◆ Task statement:
The output should be every line below that includes the word "nodes".

[Data extracted from a collection]
---*---

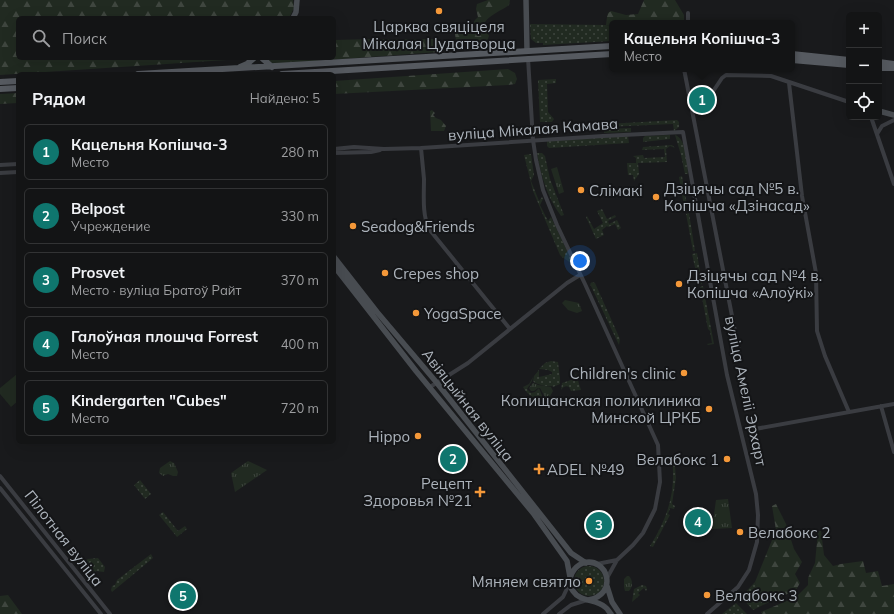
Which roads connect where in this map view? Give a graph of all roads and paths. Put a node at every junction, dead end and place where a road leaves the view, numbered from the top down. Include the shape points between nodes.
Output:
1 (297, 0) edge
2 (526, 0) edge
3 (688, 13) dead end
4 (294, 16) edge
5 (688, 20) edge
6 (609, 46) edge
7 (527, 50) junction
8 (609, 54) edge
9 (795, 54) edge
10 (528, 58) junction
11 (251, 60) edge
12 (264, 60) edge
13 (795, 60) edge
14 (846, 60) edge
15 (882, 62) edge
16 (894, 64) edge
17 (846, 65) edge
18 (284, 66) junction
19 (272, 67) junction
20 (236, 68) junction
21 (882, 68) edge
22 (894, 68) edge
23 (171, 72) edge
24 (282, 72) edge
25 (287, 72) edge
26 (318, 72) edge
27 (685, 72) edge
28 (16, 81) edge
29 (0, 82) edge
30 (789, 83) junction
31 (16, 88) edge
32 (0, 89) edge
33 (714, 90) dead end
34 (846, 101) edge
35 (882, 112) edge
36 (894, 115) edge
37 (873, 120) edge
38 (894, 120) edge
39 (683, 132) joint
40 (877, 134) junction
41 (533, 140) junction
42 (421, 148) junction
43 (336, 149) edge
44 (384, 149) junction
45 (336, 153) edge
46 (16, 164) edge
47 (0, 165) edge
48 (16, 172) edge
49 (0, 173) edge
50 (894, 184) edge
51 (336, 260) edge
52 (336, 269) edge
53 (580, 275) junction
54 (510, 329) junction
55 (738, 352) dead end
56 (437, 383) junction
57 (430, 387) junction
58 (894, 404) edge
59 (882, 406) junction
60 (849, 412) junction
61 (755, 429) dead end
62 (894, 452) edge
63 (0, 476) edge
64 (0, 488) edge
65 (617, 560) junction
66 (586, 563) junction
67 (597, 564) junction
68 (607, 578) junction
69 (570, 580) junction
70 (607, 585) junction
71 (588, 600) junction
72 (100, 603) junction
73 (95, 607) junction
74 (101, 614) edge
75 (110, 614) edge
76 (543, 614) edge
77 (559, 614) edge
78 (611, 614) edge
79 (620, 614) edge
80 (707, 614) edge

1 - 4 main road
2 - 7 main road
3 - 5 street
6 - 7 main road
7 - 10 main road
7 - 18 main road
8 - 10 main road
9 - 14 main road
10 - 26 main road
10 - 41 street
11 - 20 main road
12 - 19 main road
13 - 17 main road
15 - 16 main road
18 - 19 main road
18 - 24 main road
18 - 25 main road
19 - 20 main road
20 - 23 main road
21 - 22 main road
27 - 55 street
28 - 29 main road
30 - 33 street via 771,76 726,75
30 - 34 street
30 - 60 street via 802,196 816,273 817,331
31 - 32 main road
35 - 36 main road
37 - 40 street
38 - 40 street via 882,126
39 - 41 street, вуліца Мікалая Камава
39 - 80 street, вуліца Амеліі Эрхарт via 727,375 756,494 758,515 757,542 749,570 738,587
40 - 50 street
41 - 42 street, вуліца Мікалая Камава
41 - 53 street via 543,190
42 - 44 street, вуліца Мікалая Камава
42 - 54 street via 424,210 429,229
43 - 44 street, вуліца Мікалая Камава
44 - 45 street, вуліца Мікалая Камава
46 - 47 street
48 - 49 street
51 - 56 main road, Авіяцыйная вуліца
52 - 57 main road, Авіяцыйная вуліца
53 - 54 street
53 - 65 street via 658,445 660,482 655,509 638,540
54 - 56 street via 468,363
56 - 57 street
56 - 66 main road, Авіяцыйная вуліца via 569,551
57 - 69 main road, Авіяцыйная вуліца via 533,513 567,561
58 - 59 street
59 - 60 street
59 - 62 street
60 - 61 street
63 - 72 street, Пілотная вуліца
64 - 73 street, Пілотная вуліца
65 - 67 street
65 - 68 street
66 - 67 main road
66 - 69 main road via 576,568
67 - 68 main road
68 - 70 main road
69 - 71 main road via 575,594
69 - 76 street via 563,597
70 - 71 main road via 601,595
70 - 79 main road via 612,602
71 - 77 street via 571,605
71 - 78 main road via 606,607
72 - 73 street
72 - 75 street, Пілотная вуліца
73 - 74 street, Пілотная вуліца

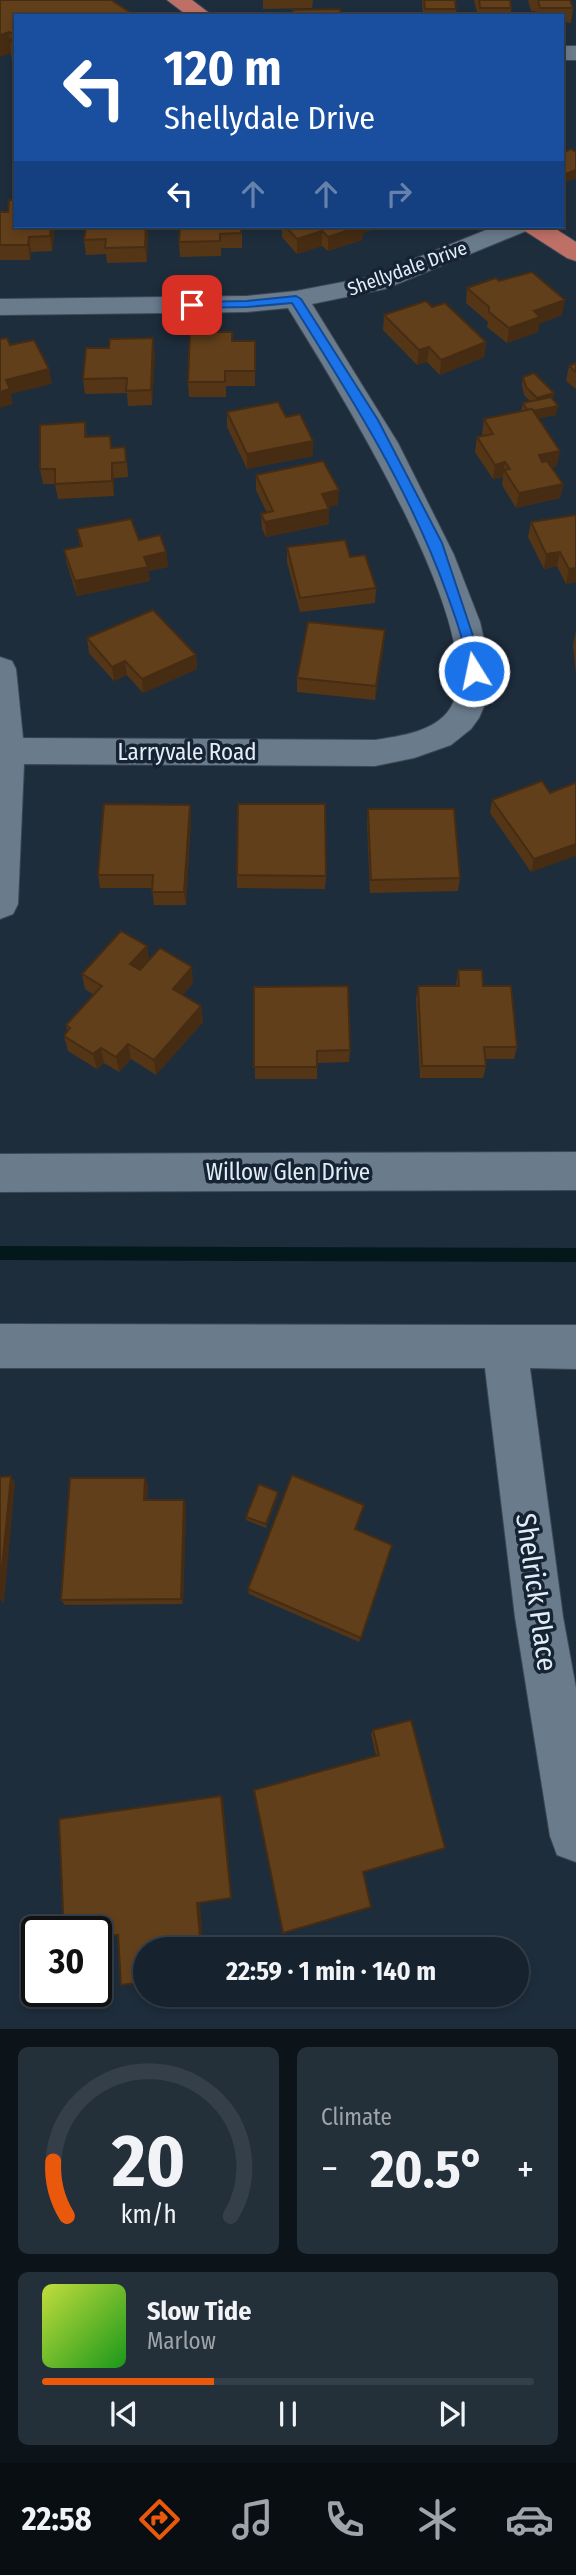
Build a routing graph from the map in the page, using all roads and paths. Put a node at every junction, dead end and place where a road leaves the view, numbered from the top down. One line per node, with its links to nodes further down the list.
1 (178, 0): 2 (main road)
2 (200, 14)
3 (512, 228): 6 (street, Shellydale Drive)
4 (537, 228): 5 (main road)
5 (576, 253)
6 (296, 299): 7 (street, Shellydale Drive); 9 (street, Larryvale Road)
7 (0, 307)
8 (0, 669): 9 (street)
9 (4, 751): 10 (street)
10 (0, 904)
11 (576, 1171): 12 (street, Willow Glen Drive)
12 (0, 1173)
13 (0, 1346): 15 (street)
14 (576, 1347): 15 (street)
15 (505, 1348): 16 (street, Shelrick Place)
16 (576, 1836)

---*---

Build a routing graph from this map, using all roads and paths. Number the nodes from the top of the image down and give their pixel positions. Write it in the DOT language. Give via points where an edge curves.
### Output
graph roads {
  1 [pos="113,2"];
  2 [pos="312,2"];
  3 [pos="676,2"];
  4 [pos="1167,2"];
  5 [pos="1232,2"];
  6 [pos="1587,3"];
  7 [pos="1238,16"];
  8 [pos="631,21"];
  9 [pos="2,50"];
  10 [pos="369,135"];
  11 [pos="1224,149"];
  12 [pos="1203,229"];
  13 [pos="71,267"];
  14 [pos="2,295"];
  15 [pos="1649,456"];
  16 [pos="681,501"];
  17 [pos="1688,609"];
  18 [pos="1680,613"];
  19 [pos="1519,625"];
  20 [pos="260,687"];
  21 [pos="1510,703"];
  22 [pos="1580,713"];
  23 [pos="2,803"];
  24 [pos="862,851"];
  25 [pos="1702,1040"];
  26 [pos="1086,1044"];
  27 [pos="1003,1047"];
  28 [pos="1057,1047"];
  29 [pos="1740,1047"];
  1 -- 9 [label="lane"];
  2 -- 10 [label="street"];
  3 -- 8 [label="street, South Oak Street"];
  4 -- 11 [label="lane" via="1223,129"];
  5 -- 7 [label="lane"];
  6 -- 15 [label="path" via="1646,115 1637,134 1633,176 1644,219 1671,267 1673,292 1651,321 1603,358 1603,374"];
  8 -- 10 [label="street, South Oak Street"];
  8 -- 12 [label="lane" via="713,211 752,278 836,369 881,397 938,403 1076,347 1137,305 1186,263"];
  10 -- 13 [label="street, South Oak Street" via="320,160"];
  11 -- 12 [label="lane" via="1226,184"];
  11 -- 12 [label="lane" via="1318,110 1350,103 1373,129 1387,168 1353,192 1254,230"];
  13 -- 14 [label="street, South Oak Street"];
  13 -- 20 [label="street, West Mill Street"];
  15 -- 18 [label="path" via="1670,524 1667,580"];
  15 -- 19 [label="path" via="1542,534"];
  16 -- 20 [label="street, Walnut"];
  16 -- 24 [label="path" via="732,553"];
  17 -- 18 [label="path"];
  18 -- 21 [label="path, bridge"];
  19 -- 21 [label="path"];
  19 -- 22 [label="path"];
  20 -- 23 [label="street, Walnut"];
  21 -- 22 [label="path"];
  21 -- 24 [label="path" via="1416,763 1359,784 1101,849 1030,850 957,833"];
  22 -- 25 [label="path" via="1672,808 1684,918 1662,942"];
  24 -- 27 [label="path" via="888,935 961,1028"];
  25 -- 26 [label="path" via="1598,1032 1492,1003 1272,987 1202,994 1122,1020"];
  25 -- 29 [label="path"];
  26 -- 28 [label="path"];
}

---*---

◆ Solved exercise:
Which roads connect where in this map view? Give a graph of all roads and paths. Put a node at every junction, dead end and place where a road leaves the view, numbered from the top down. Include the shape points between nodes.
Build a routing graph from the map in the page, using all roads and paths. Put a node at every junction, dead end and place where a road leaves the view, numbered from the top down. One line per node, with its links to nodes further down the list.
Build a routing graph from this map, using all roads and paths. Number the nodes from the top of the image down and give their pixel positions. Write it in the DOT language. Give via points where an edge curves.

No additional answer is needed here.